Don’t know the guy, but he does seem to have been pretty consistent with the anti-lockdown stuff since 2020:
March 2020: With the economy collapsing, can Britain actually afford to do whatever it takes to defeat this virus?
I have got myself into trouble on social media for making a variation of the following point, so I must choose my words carefully. We are already at a point where the immediate and no doubt lasting economic costs of Covid-19 are out of all proportion to the distress of the disease itself.
April 2020: For and against: should we lift the lockdown to save the economy?
October 2020: Where’s the lockdown exit strategy? Er… there isn’t one
So are we forever to remain incarcerated in a cycle of one lockdown after another? That’s plainly no kind of a sustainable solution. To the extent that the Government has a strategy, it seems to be this; keep on hugging public opinion, which still largely backs the lockdown approach, until it changes. Rising unemployment and a miserable Christmas will bring people to their senses soon enough.

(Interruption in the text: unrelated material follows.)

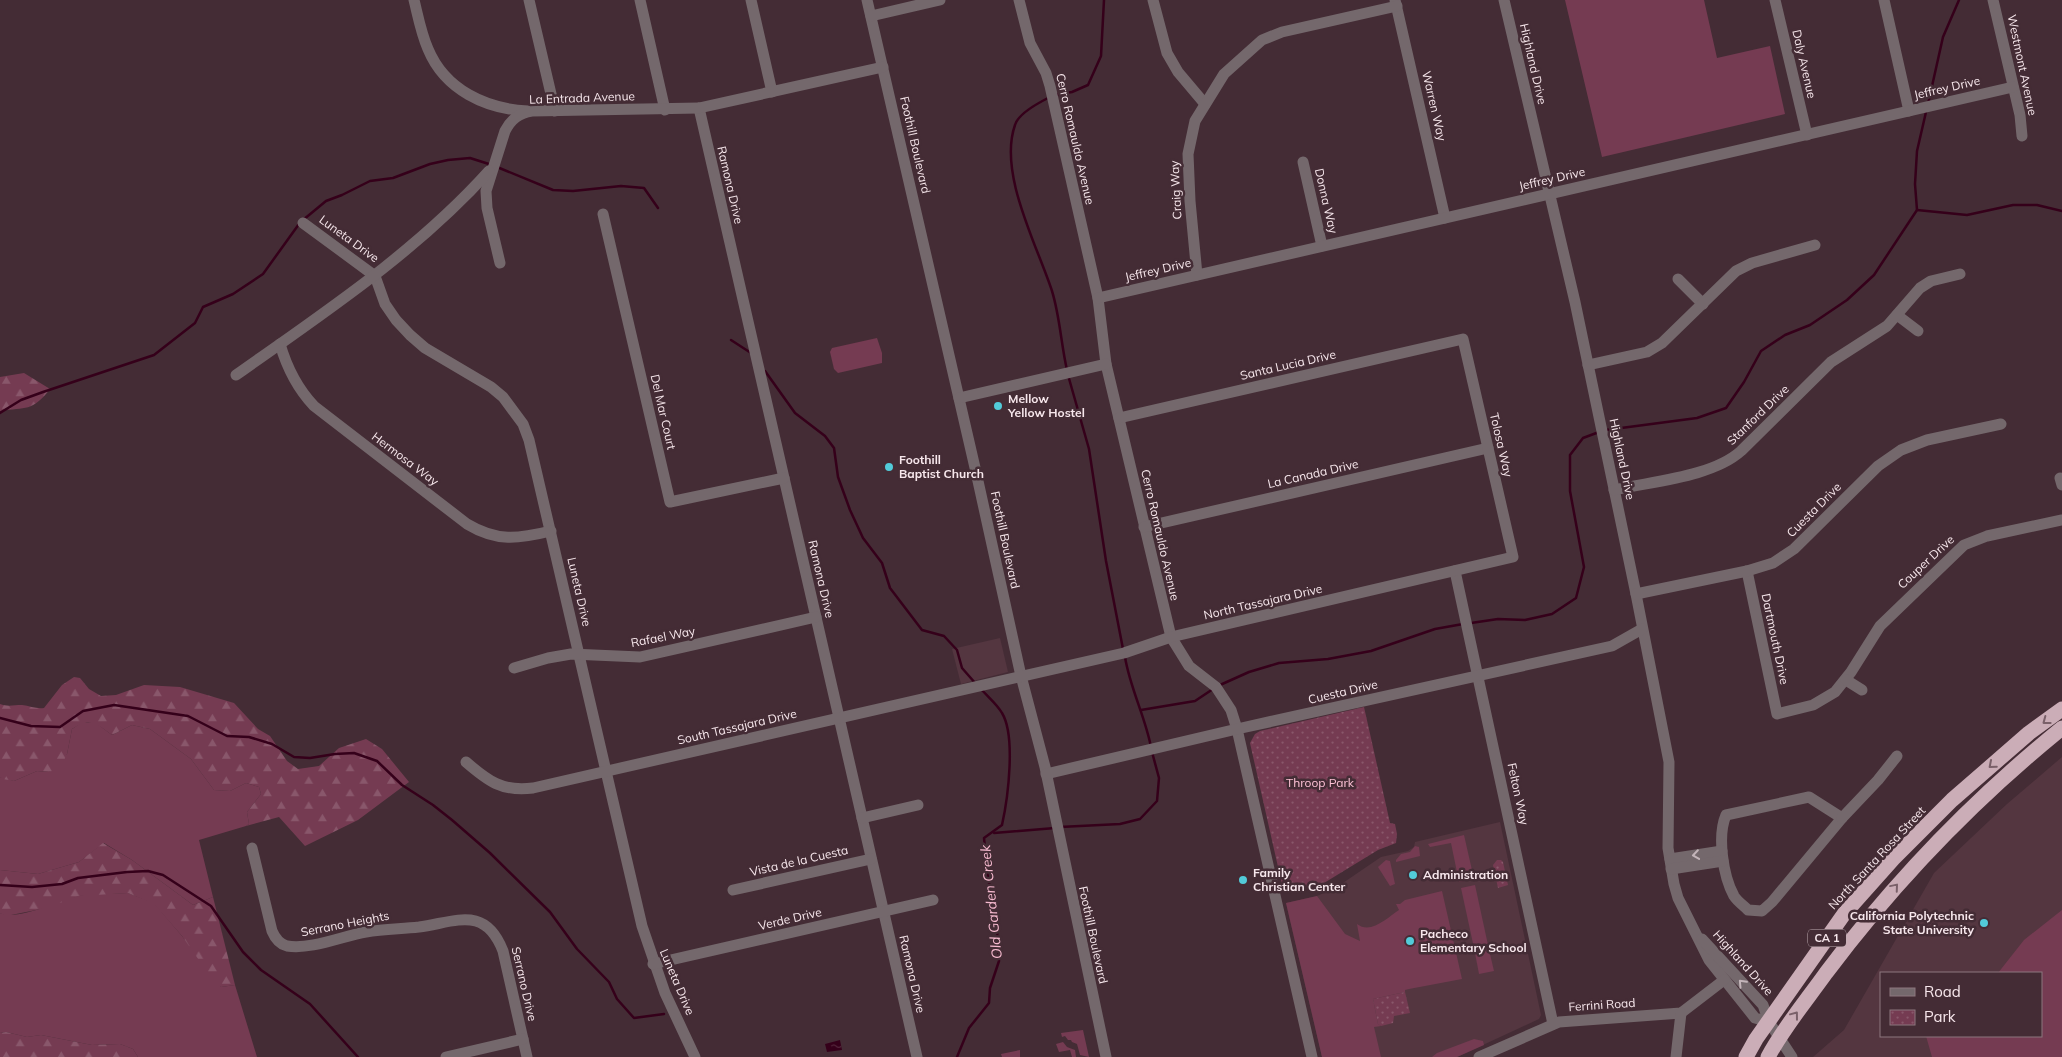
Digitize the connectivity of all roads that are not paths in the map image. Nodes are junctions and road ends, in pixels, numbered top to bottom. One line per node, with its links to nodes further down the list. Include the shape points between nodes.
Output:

Eventually, the world will have to get used to the presence of Covid. Complete eradication looks unlikely any time soon. So people will just have to learn to adapt their lives around it accordingly.
One thing is for sure; to carry on like this, with one wave of restriction after another, is just slow death by a thousand cuts.
November 2020: On all fronts, Covid is making a fool of our Western democracies
This will take decades to work off, and threatens to eat deep into government expenditure on other things in the event of any appreciable rise in interest rates.
Rewind 40 years to when the extraordinary economic windfall of then bountiful supplies of North Sea oil fell into Britain’s lap. For several decades, this helped plug the hole in the current account and budget deficit, but was otherwise just frittered away, leaving no lasting benefit to speak of.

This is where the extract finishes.